Era un mundo sin política, un mundo despejado de política después de que los ex alemanes del Este derrumbaran el Muro y se lanzaran a Berlín a comerse todas las bananas que encontraron. Era un mundo en el que la incorrección pasaba por votar a Clemente o a Burt Simpson. Muchos de los candidatos de la política disponible libraban sus únicas batallas entre ellos y en la televisión, y en lugar de buenas ideas exhibían buenas dentaduras.
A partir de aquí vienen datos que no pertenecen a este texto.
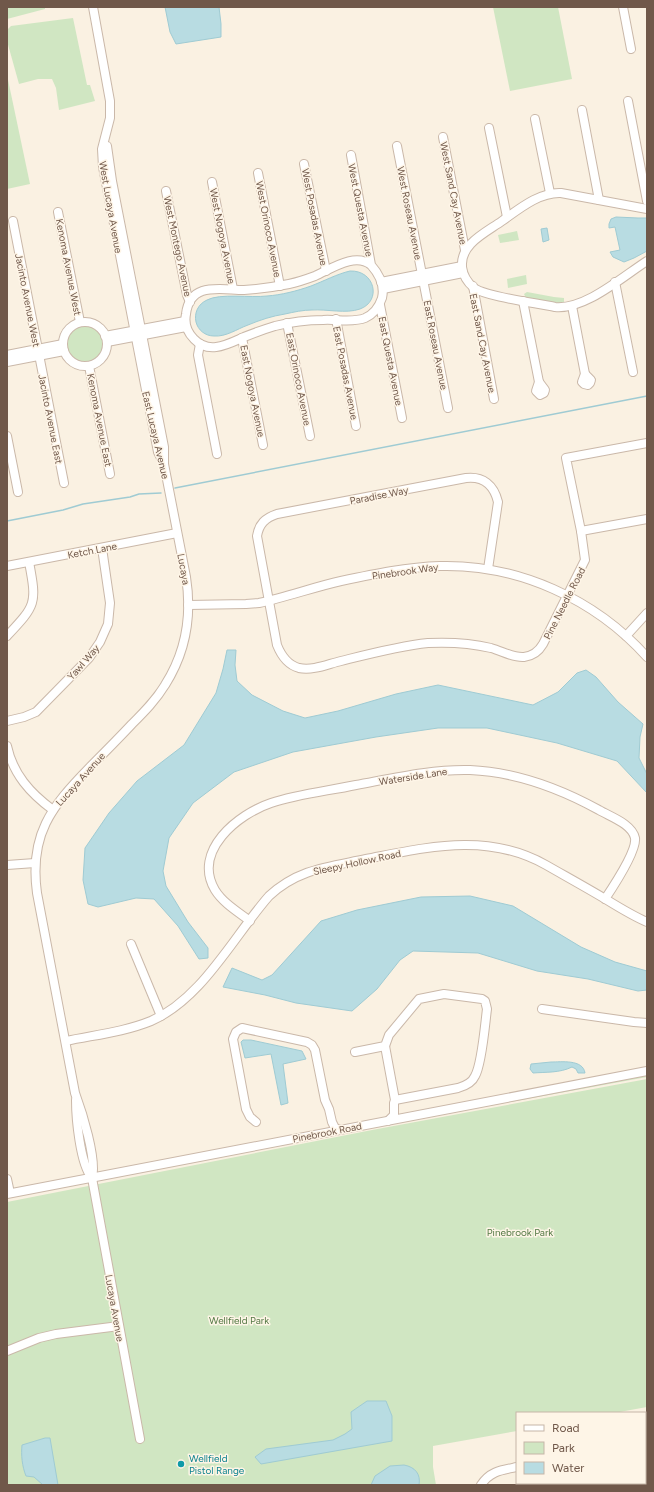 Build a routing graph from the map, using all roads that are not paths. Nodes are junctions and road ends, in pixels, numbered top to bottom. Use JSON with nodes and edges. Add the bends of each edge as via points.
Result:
{"nodes":[{"id":1,"x":93,"y":7,"type":"edge"},
{"id":2,"x":623,"y":7,"type":"edge"},
{"id":3,"x":631,"y":50,"type":"dead end"},
{"id":4,"x":628,"y":101,"type":"dead end"},
{"id":5,"x":582,"y":110,"type":"dead end"},
{"id":6,"x":535,"y":119,"type":"dead end"},
{"id":7,"x":489,"y":128,"type":"dead end"},
{"id":8,"x":443,"y":137,"type":"dead end"},
{"id":9,"x":397,"y":146,"type":"dead end"},
{"id":10,"x":351,"y":155,"type":"dead end"},
{"id":11,"x":304,"y":164,"type":"dead end"},
{"id":12,"x":258,"y":173,"type":"dead end"},
{"id":13,"x":212,"y":182,"type":"dead end"},
{"id":14,"x":166,"y":191,"type":"dead end"},
{"id":15,"x":550,"y":193,"type":"junction"},
{"id":16,"x":599,"y":200,"type":"junction"},
{"id":17,"x":647,"y":201,"type":"edge"},
{"id":18,"x":647,"y":209,"type":"edge"},
{"id":19,"x":58,"y":212,"type":"dead end"},
{"id":20,"x":507,"y":217,"type":"junction"},
{"id":21,"x":13,"y":221,"type":"dead end"},
{"id":22,"x":118,"y":228,"type":"joint"},
{"id":23,"x":465,"y":250,"type":"junction"},
{"id":24,"x":647,"y":261,"type":"edge"},
{"id":25,"x":372,"y":265,"type":"junction"},
{"id":26,"x":462,"y":270,"type":"junction"},
{"id":27,"x":326,"y":271,"type":"junction"},
{"id":28,"x":422,"y":278,"type":"junction"},
{"id":29,"x":615,"y":282,"type":"junction"},
{"id":30,"x":382,"y":285,"type":"junction"},
{"id":31,"x":280,"y":286,"type":"junction"},
{"id":32,"x":473,"y":286,"type":"junction"},
{"id":33,"x":233,"y":289,"type":"junction"},
{"id":34,"x":524,"y":301,"type":"junction"},
{"id":35,"x":190,"y":302,"type":"junction"},
{"id":36,"x":380,"y":305,"type":"junction"},
{"id":37,"x":572,"y":306,"type":"junction"},
{"id":38,"x":336,"y":319,"type":"junction"},
{"id":39,"x":80,"y":322,"type":"junction"},
{"id":40,"x":287,"y":323,"type":"junction"},
{"id":41,"x":186,"y":324,"type":"junction"},
{"id":42,"x":138,"y":333,"type":"junction"},
{"id":43,"x":242,"y":338,"type":"junction"},
{"id":44,"x":106,"y":339,"type":"junction"},
{"id":45,"x":200,"y":344,"type":"junction"},
{"id":46,"x":63,"y":347,"type":"junction"},
{"id":47,"x":38,"y":352,"type":"junction"},
{"id":48,"x":7,"y":355,"type":"edge"},
{"id":49,"x":7,"y":362,"type":"edge"},
{"id":50,"x":89,"y":366,"type":"junction"},
{"id":51,"x":633,"y":372,"type":"dead end"},
{"id":52,"x":585,"y":374,"type":"dead end"},
{"id":53,"x":539,"y":382,"type":"dead end"},
{"id":54,"x":494,"y":399,"type":"dead end"},
{"id":55,"x":448,"y":408,"type":"dead end"},
{"id":56,"x":402,"y":418,"type":"dead end"},
{"id":57,"x":356,"y":426,"type":"dead end"},
{"id":58,"x":7,"y":436,"type":"edge"},
{"id":59,"x":310,"y":436,"type":"dead end"},
{"id":60,"x":647,"y":443,"type":"edge"},
{"id":61,"x":264,"y":444,"type":"dead end"},
{"id":62,"x":217,"y":454,"type":"dead end"},
{"id":63,"x":110,"y":474,"type":"dead end"},
{"id":64,"x":64,"y":483,"type":"dead end"},
{"id":65,"x":18,"y":492,"type":"dead end"},
{"id":66,"x":647,"y":519,"type":"edge"},
{"id":67,"x":581,"y":532,"type":"junction"},
{"id":68,"x":177,"y":533,"type":"junction"},
{"id":69,"x":102,"y":548,"type":"junction"},
{"id":70,"x":29,"y":562,"type":"junction"},
{"id":71,"x":7,"y":566,"type":"edge"},
{"id":72,"x":488,"y":569,"type":"junction"},
{"id":73,"x":568,"y":596,"type":"junction"},
{"id":74,"x":269,"y":601,"type":"junction"},
{"id":75,"x":188,"y":605,"type":"junction"},
{"id":76,"x":647,"y":613,"type":"edge"},
{"id":77,"x":7,"y":636,"type":"edge"},
{"id":78,"x":626,"y":636,"type":"junction"},
{"id":79,"x":647,"y":657,"type":"edge"},
{"id":80,"x":7,"y":721,"type":"edge"},
{"id":81,"x":7,"y":746,"type":"edge"},
{"id":82,"x":53,"y":810,"type":"junction"},
{"id":83,"x":35,"y":863,"type":"junction"},
{"id":84,"x":7,"y":865,"type":"edge"},
{"id":85,"x":605,"y":899,"type":"junction"},
{"id":86,"x":250,"y":921,"type":"junction"},
{"id":87,"x":647,"y":922,"type":"edge"},
{"id":88,"x":131,"y":944,"type":"dead end"},
{"id":89,"x":542,"y":1009,"type":"dead end"},
{"id":90,"x":161,"y":1016,"type":"junction"},
{"id":91,"x":647,"y":1022,"type":"edge"},
{"id":92,"x":66,"y":1041,"type":"junction"},
{"id":93,"x":384,"y":1046,"type":"junction"},
{"id":94,"x":355,"y":1052,"type":"dead end"},
{"id":95,"x":647,"y":1071,"type":"edge"},
{"id":96,"x":325,"y":1100,"type":"junction"},
{"id":97,"x":395,"y":1100,"type":"junction"},
{"id":98,"x":410,"y":1116,"type":"junction"},
{"id":99,"x":387,"y":1121,"type":"junction"},
{"id":100,"x":256,"y":1122,"type":"dead end"},
{"id":101,"x":340,"y":1130,"type":"junction"},
{"id":102,"x":321,"y":1134,"type":"junction"},
{"id":103,"x":92,"y":1178,"type":"junction"},
{"id":104,"x":7,"y":1179,"type":"edge"},
{"id":105,"x":8,"y":1194,"type":"edge"},
{"id":106,"x":119,"y":1326,"type":"junction"},
{"id":107,"x":7,"y":1351,"type":"edge"},
{"id":108,"x":140,"y":1439,"type":"dead end"},
{"id":109,"x":516,"y":1468,"type":"edge"},
{"id":110,"x":481,"y":1485,"type":"edge"}],
"edges":[{"from":1,"to":22,"type":"street","name":"West Lucaya Avenue","via":[[110,102],[110,118],[102,154]]},
{"from":2,"to":3,"type":"street"},
{"from":4,"to":17,"type":"street"},
{"from":5,"to":16,"type":"street"},
{"from":6,"to":15,"type":"street"},
{"from":7,"to":20,"type":"street"},
{"from":8,"to":23,"type":"street","name":"West Sand Cay Avenue"},
{"from":9,"to":28,"type":"street","name":"West Roseau Avenue"},
{"from":10,"to":25,"type":"street","name":"West Questa Avenue"},
{"from":11,"to":27,"type":"street","name":"West Posadas Avenue"},
{"from":12,"to":31,"type":"street","name":"West Orinoco Avenue"},
{"from":13,"to":33,"type":"street","name":"West Nogoya Avenue"},
{"from":14,"to":35,"type":"street","name":"West Montego Avenue"},
{"from":15,"to":16,"type":"street"},
{"from":15,"to":20,"type":"street"},
{"from":16,"to":18,"type":"street"},
{"from":19,"to":39,"type":"street","name":"Kenoma Avenue West"},
{"from":20,"to":23,"type":"street","via":[[477,238]]},
{"from":21,"to":47,"type":"street","name":"Jacinto Avenue West"},
{"from":22,"to":42,"type":"street","name":"East Lucaya Avenue"},
{"from":23,"to":26,"type":"street"},
{"from":24,"to":29,"type":"street"},
{"from":25,"to":27,"type":"street","via":[[363,261],[352,261]]},
{"from":25,"to":30,"type":"street","name":"West Questa Avenue"},
{"from":26,"to":28,"type":"street"},
{"from":26,"to":32,"type":"street"},
{"from":27,"to":31,"type":"street"},
{"from":28,"to":30,"type":"street"},
{"from":28,"to":55,"type":"street","name":"East Roseau Avenue"},
{"from":29,"to":37,"type":"street","via":[[589,300]]},
{"from":29,"to":51,"type":"street"},
{"from":30,"to":36,"type":"street"},
{"from":31,"to":33,"type":"street"},
{"from":32,"to":34,"type":"street","via":[[487,293]]},
{"from":32,"to":54,"type":"street","name":"East Sand Cay Avenue"},
{"from":33,"to":35,"type":"street","via":[[217,288],[202,291]]},
{"from":34,"to":37,"type":"street","via":[[555,307]]},
{"from":34,"to":53,"type":"street"},
{"from":35,"to":41,"type":"street"},
{"from":36,"to":38,"type":"street","via":[[363,319]]},
{"from":36,"to":56,"type":"street","name":"East Questa Avenue"},
{"from":37,"to":52,"type":"street"},
{"from":38,"to":40,"type":"street"},
{"from":38,"to":57,"type":"street","name":"East Posadas Avenue"},
{"from":39,"to":44,"type":"street","via":[[98,326]]},
{"from":39,"to":46,"type":"street","via":[[71,326],[65,334]]},
{"from":40,"to":43,"type":"street"},
{"from":40,"to":59,"type":"street","name":"East Orinoco Avenue"},
{"from":41,"to":42,"type":"street"},
{"from":41,"to":45,"type":"street","via":[[193,338]]},
{"from":42,"to":44,"type":"street"},
{"from":42,"to":68,"type":"street","name":"East Lucaya Avenue","via":[[155,418],[159,456],[164,464]]},
{"from":43,"to":45,"type":"street","via":[[221,347]]},
{"from":43,"to":61,"type":"street","name":"East Nogoya Avenue"},
{"from":44,"to":50,"type":"street","via":[[105,353],[99,361]]},
{"from":45,"to":62,"type":"street","via":[[198,355]]},
{"from":46,"to":47,"type":"street"},
{"from":46,"to":50,"type":"street","via":[[71,361]]},
{"from":47,"to":48,"type":"street"},
{"from":47,"to":49,"type":"street"},
{"from":47,"to":64,"type":"street","name":"Jacinto Avenue East"},
{"from":50,"to":63,"type":"street","name":"Kenoma Avenue East"},
{"from":58,"to":65,"type":"street"},
{"from":60,"to":67,"type":"street","name":"Pine Needle Road","via":[[566,458]]},
{"from":66,"to":67,"type":"street"},
{"from":67,"to":73,"type":"street","name":"Pine Needle Road","via":[[585,560]]},
{"from":68,"to":69,"type":"street","name":"Ketch Lane"},
{"from":68,"to":75,"type":"street","name":"Lucaya","via":[[187,585]]},
{"from":69,"to":70,"type":"street","name":"Ketch Lane"},
{"from":69,"to":80,"type":"street","name":"Yawl Way","via":[[110,603],[108,624],[100,642],[89,658],[36,712]]},
{"from":70,"to":71,"type":"street","name":"Ketch Lane"},
{"from":70,"to":77,"type":"street","via":[[34,590],[33,603],[27,615]]},
{"from":72,"to":73,"type":"street","name":"Pinebrook Way","via":[[528,579]]},
{"from":72,"to":74,"type":"street","name":"Pinebrook Way","via":[[447,566],[405,569],[334,583]]},
{"from":72,"to":74,"type":"street","name":"Paradise Way","via":[[498,507],[497,497],[484,480],[466,478],[277,514],[268,518],[261,523],[257,536]]},
{"from":73,"to":74,"type":"street","name":"Pine Needle Road","via":[[543,644],[538,651],[529,656],[518,657],[470,644],[435,643],[374,653],[305,669],[290,663],[280,651]]},
{"from":73,"to":78,"type":"street","name":"Pinebrook Way","via":[[598,613]]},
{"from":74,"to":75,"type":"street","name":"Pinebrook Way"},
{"from":75,"to":82,"type":"street","name":"Lucaya Avenue","via":[[184,643],[163,689],[145,711],[66,791]]},
{"from":76,"to":78,"type":"street"},
{"from":78,"to":79,"type":"street","name":"Pinebrook Way"},
{"from":81,"to":82,"type":"street","via":[[13,765],[24,783]]},
{"from":82,"to":83,"type":"street","name":"Lucaya Avenue","via":[[42,834]]},
{"from":83,"to":84,"type":"street"},
{"from":83,"to":92,"type":"street","name":"Lucaya Avenue","via":[[37,893]]},
{"from":85,"to":86,"type":"street","name":"Sleepy Hollow Road","via":[[545,864],[519,854],[489,847],[449,845],[320,868],[302,874],[275,891]]},
{"from":85,"to":86,"type":"street","name":"Waterside Lane","via":[[635,845],[634,836],[628,827],[576,797],[538,782],[492,772],[447,770],[285,799],[258,809],[238,821],[215,845],[210,860],[210,876],[214,889],[223,900]]},
{"from":85,"to":87,"type":"street","name":"Sleepy Hollow Road"},
{"from":86,"to":90,"type":"street","name":"Sleepy Hollow Road","via":[[194,991],[178,1006]]},
{"from":88,"to":90,"type":"street"},
{"from":89,"to":91,"type":"street"},
{"from":90,"to":92,"type":"street","name":"Sleepy Hollow Road","via":[[125,1030]]},
{"from":92,"to":103,"type":"street","name":"Lucaya Avenue","via":[[84,1162]]},
{"from":93,"to":94,"type":"street"},
{"from":93,"to":97,"type":"street"},
{"from":93,"to":97,"type":"street","via":[[389,1035],[419,999],[444,994],[482,999],[486,1003],[479,1067],[472,1081],[458,1088]]},
{"from":95,"to":98,"type":"street","name":"Pinebrook Road"},
{"from":96,"to":100,"type":"street","via":[[312,1045],[247,1028],[240,1029],[233,1039],[246,1108]]},
{"from":96,"to":101,"type":"street","via":[[333,1126]]},
{"from":96,"to":102,"type":"street","via":[[327,1126]]},
{"from":97,"to":98,"type":"street","via":[[399,1103],[402,1114]]},
{"from":97,"to":99,"type":"street","via":[[394,1115]]},
{"from":98,"to":99,"type":"street","name":"Pinebrook Road"},
{"from":99,"to":101,"type":"street","name":"Pinebrook Road"},
{"from":101,"to":102,"type":"street","name":"Pinebrook Road"},
{"from":102,"to":103,"type":"street","name":"Pinebrook Road"},
{"from":103,"to":105,"type":"street","name":"Pinebrook Road"},
{"from":103,"to":106,"type":"street","name":"Lucaya Avenue"},
{"from":104,"to":105,"type":"street"},
{"from":106,"to":107,"type":"street","via":[[56,1334]]},
{"from":106,"to":108,"type":"street","name":"Lucaya Avenue"},
{"from":109,"to":110,"type":"street","via":[[493,1473]]}]}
Mientras tanto, muchos países se fueron adaptando a regímenes más o menos brutales de exclusión. La exclusión fue el telón de fondo de ese mundo sin política, en el que los derechos humanos eran un tema aguafiestas. La gente del lado de adentro estaba tan entretenida con todas las opciones en las góndolas, con las mesas de dinero y los realities televisivos, que fue como si no se hubiese dado cuenta de nada. En el lado de afuera de esas sociedades hubo una enorme masa de sufrimiento, como la que vuelve a avecinarse ahora sobre Europa. Angela Merkel ya lo ha pronosticado. Europa tiene dos generaciones sacrificables. La crisis es tan aguda que, como aquí, quizá habrá hijos de diez años que nunca habrán visto trabajar a sus padres. No hay postal más precisa de la orfandad social que provoca un mundo sin política.
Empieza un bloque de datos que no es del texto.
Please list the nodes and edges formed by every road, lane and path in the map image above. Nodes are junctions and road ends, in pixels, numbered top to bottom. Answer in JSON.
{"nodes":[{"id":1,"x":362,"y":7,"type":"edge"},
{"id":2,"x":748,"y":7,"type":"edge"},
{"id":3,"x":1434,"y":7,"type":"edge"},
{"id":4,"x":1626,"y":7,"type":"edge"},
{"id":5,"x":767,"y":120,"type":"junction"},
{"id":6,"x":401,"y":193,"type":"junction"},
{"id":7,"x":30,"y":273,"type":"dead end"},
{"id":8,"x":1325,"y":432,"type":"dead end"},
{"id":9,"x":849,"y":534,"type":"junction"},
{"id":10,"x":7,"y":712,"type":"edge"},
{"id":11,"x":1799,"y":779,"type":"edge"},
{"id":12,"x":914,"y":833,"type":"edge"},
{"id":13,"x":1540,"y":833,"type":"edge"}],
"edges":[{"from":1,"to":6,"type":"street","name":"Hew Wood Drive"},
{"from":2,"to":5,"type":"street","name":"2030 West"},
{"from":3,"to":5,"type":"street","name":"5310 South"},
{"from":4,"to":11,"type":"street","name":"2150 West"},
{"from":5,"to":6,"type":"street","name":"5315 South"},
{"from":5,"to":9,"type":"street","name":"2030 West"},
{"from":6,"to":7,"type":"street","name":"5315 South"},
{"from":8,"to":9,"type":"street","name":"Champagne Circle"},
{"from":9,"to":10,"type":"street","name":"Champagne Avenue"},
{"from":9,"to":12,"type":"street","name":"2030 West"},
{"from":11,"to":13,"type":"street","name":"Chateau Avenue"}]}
La época que nos toca tiene muchas virtudes, pero ninguna de ellas es la lentitud y mucho menos la comodidad. Velocidad, incomodidad: esos registros mentales, pero sobre todo sensoriales, de la época permanecen como pliegues inexpresados que sin embargo abordan y trastocan cada día nuestras vidas privadas. Lo público se interna allí, en lo personal, y le imprime vértigo y tensión.
Hay un relato antiguo y muy desarrollado sobre la comodidad, el que la funde con el confort. Las viejas sociedades de consumo formatearon esa noción a la que todos los del lado de adentro aspiraban. Colchones, aviones, autos, cremas, sillones, toallitas íntimas, prótesis, relaciones afectivas, candidatos: todo debía acercarse a la idea de confort. El cambio siempre podía esperar, lo importante era no hacer olas.
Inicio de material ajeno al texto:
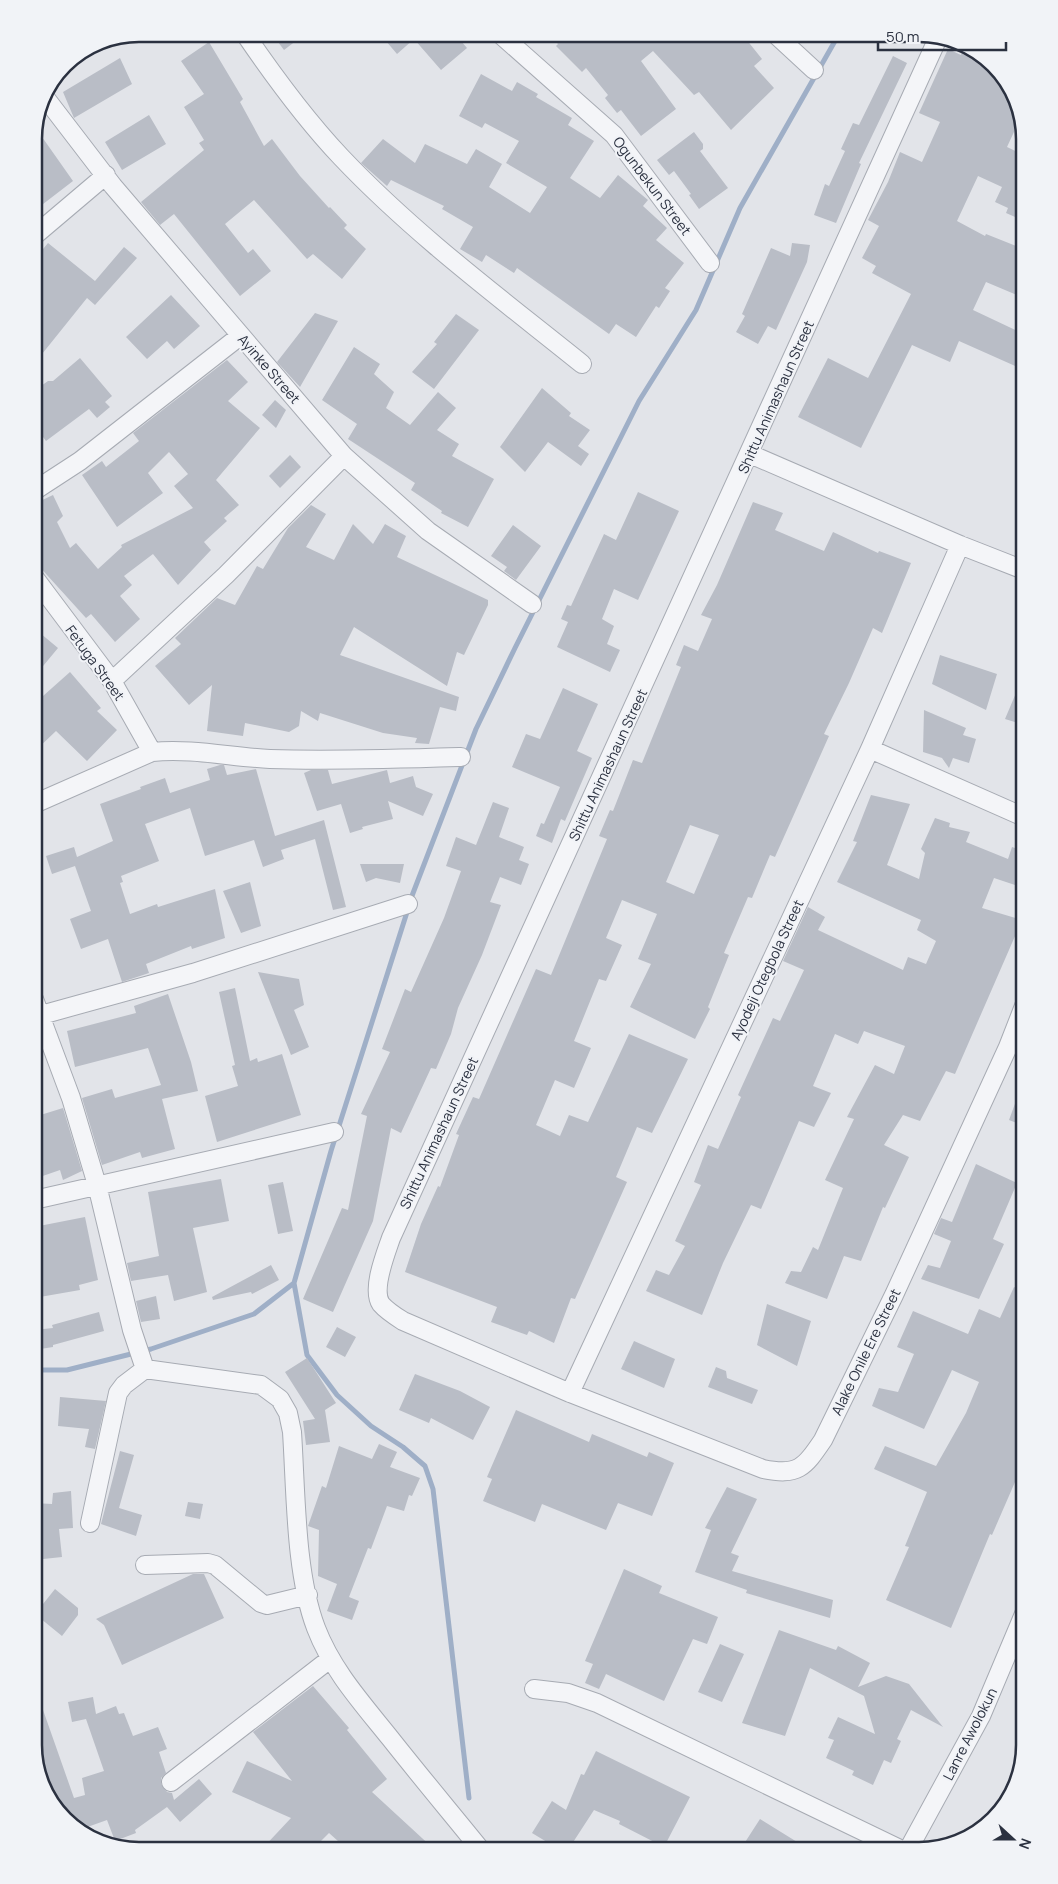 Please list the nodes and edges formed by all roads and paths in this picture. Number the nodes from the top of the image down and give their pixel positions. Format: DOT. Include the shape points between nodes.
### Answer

Hoy, que el personaje del año que termina es, para Time, “el manifestante”, somos guantes dados vuelta para el lado de afuera, el lado público. Sabemos ya que la lucha por la felicidad es política, y que se libra con nosotros en las calles. En la incomodidad del frío o el calor, en la incomodidad del grito, en la incomodidad de la movilización. Sabemos, los ciudadanos de muchas edades, muchos colores y muchas inclinaciones políticas que no es quedándonos en nuestras casas y callándonos la boca como conseguiremos un mundo mejor. Y sabemos que ese mundo es posible. Y aunque aquí no hay indignados, sí hay millones de personas dispuestas a la incomodidad del cambio. Porque lo nuevo late, y tiene sentido.